The novel nanoscale molecular organization underlying calcium dynamics in synapses, revealed by combining multidisciplinary approaches (live cell imaging, modeling, simulation, super-resolution) and published in 2021 brought novel concepts to the basis of memory and memory architecture. From 2019 to 2022, the work on Electro-encephalogram (EEG) analysis led to several applications to better monitor and control anesthesia doses, popularized in "Pour La science". In 2022, the adaptative algorithm to predict the sensitivity to general anesthesia developed by Holcman's group gained interest from the national French newspaper Le Monde.

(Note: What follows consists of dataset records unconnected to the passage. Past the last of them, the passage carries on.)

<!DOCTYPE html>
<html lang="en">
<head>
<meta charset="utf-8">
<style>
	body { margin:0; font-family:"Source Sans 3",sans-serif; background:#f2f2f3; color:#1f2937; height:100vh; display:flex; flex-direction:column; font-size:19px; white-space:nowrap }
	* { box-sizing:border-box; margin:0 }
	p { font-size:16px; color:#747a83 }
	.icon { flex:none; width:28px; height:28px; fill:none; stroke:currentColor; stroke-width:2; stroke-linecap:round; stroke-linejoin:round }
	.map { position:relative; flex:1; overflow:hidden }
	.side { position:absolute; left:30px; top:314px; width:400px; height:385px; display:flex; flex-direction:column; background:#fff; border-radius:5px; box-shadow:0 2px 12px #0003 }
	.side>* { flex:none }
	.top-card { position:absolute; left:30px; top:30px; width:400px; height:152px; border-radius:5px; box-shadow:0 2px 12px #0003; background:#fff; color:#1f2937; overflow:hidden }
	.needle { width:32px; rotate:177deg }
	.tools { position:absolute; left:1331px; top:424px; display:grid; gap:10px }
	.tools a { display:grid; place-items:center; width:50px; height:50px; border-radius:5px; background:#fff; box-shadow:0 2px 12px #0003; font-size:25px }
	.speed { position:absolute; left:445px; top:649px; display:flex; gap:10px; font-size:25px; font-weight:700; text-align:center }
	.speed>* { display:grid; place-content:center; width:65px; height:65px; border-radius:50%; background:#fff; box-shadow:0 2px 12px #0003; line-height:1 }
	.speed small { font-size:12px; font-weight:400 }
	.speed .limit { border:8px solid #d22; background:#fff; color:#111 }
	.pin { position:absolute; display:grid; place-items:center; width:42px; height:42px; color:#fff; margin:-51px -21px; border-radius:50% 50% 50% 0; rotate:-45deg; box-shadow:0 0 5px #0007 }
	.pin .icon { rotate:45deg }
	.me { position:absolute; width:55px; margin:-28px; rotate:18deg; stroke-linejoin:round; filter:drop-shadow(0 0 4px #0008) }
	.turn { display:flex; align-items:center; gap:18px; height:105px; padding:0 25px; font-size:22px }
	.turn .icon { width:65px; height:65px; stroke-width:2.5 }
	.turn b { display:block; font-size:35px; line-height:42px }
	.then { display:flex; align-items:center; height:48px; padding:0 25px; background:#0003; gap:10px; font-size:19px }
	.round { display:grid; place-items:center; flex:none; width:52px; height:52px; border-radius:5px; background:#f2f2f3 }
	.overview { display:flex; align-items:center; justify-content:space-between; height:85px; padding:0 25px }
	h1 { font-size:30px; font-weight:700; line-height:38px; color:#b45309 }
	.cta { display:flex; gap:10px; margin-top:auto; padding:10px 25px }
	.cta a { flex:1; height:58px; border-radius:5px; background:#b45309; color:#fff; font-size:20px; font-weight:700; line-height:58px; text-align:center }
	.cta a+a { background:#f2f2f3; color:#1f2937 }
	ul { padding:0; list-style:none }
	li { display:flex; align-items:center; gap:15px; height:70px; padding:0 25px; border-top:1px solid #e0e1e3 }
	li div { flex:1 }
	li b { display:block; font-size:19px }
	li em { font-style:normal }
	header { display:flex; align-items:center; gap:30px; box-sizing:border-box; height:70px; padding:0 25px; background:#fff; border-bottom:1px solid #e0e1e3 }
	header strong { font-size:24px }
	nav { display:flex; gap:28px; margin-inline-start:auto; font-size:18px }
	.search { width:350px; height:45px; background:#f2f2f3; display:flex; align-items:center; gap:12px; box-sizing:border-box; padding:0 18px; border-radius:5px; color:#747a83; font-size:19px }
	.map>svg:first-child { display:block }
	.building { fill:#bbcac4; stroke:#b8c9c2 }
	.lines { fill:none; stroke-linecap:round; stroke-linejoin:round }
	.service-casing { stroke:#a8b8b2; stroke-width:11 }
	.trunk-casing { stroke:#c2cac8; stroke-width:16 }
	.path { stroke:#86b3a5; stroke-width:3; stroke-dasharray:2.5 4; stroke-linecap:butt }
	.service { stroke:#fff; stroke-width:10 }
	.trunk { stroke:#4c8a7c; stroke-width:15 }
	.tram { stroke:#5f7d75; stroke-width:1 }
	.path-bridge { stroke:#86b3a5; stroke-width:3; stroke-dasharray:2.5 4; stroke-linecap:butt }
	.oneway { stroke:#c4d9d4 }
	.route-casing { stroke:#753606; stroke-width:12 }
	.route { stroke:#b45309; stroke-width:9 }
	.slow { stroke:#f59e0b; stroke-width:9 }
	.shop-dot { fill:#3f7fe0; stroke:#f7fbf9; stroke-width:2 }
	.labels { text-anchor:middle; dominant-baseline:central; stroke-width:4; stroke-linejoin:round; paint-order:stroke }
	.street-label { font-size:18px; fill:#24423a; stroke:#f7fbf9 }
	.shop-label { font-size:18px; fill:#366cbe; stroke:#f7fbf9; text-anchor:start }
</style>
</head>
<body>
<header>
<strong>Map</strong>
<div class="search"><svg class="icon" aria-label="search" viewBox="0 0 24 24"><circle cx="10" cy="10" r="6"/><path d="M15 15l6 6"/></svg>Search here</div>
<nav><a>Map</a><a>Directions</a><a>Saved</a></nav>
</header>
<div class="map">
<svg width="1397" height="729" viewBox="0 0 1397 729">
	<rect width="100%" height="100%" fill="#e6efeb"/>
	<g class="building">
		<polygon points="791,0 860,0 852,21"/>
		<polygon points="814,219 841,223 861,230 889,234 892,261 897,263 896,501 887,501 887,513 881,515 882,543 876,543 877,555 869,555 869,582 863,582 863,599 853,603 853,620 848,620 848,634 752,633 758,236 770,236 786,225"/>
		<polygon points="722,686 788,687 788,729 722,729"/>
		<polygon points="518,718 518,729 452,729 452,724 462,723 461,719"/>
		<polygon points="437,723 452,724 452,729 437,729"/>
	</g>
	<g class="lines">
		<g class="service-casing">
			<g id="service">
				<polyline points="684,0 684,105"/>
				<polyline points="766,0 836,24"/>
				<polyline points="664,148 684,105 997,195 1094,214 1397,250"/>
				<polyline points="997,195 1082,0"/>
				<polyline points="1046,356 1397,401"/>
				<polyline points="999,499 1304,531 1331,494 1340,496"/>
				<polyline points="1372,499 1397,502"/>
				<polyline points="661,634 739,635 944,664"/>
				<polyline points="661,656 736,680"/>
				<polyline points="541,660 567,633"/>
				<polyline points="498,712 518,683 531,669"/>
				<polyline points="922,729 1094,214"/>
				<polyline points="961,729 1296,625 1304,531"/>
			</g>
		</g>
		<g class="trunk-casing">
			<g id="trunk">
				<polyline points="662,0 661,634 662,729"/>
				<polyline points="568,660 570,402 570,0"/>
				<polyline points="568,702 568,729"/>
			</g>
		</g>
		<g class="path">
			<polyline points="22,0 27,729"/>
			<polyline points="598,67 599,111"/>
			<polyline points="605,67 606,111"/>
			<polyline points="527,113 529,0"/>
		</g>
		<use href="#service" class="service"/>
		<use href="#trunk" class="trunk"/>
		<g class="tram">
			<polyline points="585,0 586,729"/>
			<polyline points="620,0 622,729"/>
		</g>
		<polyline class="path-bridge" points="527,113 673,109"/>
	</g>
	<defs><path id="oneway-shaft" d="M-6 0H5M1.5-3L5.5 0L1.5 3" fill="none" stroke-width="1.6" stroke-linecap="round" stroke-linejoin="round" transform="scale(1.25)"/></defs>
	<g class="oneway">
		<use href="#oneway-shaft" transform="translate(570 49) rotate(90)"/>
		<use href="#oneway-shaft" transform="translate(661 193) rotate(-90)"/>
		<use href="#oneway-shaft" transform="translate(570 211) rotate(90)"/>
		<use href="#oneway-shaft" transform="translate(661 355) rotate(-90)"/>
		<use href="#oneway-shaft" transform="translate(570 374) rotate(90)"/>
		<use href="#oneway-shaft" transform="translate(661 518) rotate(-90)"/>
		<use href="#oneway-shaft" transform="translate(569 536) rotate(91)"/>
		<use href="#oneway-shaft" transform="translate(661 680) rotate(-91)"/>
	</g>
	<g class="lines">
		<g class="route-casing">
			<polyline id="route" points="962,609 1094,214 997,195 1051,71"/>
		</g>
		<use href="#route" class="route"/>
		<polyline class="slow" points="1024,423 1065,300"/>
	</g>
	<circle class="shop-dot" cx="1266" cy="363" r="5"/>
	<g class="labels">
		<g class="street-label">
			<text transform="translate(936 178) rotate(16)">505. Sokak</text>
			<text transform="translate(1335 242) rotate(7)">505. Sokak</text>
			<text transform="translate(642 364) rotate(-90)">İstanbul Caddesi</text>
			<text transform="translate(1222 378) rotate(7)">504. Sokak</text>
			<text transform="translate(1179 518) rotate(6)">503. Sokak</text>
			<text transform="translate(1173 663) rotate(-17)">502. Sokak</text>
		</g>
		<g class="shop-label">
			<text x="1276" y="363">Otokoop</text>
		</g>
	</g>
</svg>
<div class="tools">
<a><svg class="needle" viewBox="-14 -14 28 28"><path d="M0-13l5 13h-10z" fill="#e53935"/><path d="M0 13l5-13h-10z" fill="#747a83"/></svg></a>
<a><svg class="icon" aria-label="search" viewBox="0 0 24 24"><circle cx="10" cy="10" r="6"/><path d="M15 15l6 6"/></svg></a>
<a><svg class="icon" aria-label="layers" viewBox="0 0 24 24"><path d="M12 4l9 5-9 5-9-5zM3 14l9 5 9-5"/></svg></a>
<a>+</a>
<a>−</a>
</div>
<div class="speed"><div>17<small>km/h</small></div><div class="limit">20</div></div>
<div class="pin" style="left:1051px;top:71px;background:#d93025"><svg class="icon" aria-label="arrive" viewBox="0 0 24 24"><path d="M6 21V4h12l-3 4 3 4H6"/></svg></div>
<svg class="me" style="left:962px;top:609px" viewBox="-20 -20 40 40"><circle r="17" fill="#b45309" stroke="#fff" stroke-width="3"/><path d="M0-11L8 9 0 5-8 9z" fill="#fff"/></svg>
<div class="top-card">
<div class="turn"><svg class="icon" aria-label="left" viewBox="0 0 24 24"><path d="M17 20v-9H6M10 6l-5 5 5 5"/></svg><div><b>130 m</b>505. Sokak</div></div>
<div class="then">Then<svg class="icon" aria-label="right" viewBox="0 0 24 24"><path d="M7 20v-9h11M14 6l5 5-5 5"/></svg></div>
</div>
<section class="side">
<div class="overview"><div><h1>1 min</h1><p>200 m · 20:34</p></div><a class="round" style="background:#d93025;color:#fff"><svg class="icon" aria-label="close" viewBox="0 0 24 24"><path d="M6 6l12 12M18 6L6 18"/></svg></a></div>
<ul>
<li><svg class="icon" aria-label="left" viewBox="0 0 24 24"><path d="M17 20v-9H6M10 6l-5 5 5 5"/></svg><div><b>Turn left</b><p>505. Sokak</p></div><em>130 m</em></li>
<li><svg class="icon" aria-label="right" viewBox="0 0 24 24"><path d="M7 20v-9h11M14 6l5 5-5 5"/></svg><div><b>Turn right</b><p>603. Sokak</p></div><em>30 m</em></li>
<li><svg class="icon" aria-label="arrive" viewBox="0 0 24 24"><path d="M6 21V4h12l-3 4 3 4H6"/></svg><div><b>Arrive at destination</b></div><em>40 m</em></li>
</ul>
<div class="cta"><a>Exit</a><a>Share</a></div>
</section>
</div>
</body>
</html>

In 2025, the Proof-of-concept grant from ERC has been attributed to 5 French researchers hosted by the CNRS.

== Awards ==
Holcman has received several awards, including a Sloan-Keck fellowship award (2002), a Marie-Curie Award (2013), and a Simons Fellowship. He is also a recipient of 2 ERCs: an ERC Starting Grant in mathematics (2007) and an ERC-Advanced Grant in computational biology (2019) and a grant Proofs of Concept 2024 and a 2025 fellow of the Academia Europaea.